SUYOLCU

Osmanlılar’da su bulma ve akıtma işiyle ilgili bir meslek.

Müellif:

Suyun kaynağından bulunup şehirlerde düzenli biçimde akıtılmasına kadar olan bütün faaliyetleri icra eden bir meslek dalıdır. Su yollarının yapımı, bakım ve onarımı, korunması, suların ölçülmesi ve dağıtılmasıyla ilgili bütün işler bu meslek dalının çalışma alanını meydana getirir. Osmanlı toplum hayatında diğer bayındırlık hizmetleriyle beraber şehirlere su getirme işine de büyük önem verilmiş ve bu amaçla büyük harcamalara girişmekten kaçınılmamıştır. Başta İstanbul olmak üzere Bursa, Edirne, Selânik, Manisa, Amasya, Konya, Kayseri, Halep, Şam gibi büyük şehirlerin su ihtiyaçlarının karşılanmasına ve Hicaz su yollarına yapılan harcama ve yatırımlara dair Osmanlı arşivlerinde çok sayıda belgeye ulaşmak mümkündür. Devlet tarafından yaptırılan su yollarından başka bazı hayır sahiplerinin kurdukları vakıflar yoluyla getirdikleri sular da şehir sularına katkı sağlamıştır.

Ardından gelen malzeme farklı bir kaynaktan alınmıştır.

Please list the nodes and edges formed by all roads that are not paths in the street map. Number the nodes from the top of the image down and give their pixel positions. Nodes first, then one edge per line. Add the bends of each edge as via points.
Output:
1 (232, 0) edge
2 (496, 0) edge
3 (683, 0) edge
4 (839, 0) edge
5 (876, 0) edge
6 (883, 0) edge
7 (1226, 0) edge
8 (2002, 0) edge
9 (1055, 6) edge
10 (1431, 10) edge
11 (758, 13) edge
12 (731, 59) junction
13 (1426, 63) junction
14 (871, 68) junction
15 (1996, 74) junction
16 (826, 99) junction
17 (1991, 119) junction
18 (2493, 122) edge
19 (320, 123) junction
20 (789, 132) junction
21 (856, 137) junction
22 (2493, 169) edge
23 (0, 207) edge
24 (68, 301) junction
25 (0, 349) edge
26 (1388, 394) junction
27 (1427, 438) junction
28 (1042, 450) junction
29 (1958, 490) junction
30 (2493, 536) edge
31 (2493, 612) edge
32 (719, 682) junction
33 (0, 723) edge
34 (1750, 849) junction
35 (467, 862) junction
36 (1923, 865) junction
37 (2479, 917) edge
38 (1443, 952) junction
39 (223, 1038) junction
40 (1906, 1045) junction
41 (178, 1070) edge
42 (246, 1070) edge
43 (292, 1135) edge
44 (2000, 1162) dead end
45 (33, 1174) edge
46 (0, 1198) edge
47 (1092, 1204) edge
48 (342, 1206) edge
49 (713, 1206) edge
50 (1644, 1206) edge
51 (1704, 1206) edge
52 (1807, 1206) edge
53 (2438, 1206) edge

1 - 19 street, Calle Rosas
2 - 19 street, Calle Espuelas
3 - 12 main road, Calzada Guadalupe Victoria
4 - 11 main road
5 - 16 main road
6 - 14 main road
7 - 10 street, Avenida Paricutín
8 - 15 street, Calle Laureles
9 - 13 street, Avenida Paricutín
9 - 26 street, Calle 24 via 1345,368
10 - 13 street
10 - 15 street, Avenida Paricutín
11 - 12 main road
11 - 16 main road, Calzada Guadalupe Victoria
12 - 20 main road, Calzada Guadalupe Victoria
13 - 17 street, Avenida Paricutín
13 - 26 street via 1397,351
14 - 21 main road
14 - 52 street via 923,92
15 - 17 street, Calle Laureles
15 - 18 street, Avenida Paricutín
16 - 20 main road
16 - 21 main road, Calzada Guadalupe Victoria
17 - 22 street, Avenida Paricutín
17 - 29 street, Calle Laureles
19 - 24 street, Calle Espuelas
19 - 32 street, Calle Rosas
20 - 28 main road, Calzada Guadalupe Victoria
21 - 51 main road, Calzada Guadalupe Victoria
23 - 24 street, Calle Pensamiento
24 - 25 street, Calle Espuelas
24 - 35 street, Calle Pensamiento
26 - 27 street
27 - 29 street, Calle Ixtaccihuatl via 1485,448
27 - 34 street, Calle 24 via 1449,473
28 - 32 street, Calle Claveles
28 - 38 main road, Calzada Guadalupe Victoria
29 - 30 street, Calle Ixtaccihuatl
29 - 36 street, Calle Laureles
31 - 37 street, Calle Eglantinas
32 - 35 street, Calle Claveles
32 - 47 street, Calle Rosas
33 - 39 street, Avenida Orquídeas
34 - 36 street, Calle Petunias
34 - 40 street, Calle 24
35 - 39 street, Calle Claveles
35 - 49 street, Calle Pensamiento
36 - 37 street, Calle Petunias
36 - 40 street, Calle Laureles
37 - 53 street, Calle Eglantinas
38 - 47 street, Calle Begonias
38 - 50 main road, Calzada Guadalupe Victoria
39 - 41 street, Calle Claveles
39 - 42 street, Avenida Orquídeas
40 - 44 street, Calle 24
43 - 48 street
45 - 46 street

Suyolculuk işinin Osmanlılar’da inşaat işleriyle uğraşan gruplar arasında bir meslek olarak yer almaya başlaması Fâtih Sultan Mehmed dönemine rastlar. İstanbul’un fethinden ve devletin başşehri olmasından sonra diğer imar hareketleriyle beraber halkın su ihtiyacının karşılanmasına da önem verildi. Fâtih Sultan Mehmed, İstanbul için yaptırdığı su yollarına hizmet amacıyla 1472’de on suyolcu (huddâm-ı râh-ı âb) tayin etti. II. Bayezid döneminde çeşitli vakıf ve imaret tesislerinin kadroları içinde suyolcu, suyolcu çırağı, suyolcu kâtibi gibi kişiler de bulunuyordu. Kanûnî Sultan Süleyman devrinde su sıkıntısını giderebilmek için büyük su projelerinin yapımına başlandı. İstanbul’da suyolcu sayısı ve suyolculuk mesleğinin önemi giderek arttı. Bu durum, araştırmacılarca suyolculuk mesleğinin sadece İstanbul’a has bir meslek gibi görünmesine yol açmıştır. Halbuki suyolculuk imparatorluğun her yerinde faaliyet gösteren kaldırımcılık, köprücülük, taşçılık, dülgerlik, nakkaşlık gibi bir meslek dalıdır.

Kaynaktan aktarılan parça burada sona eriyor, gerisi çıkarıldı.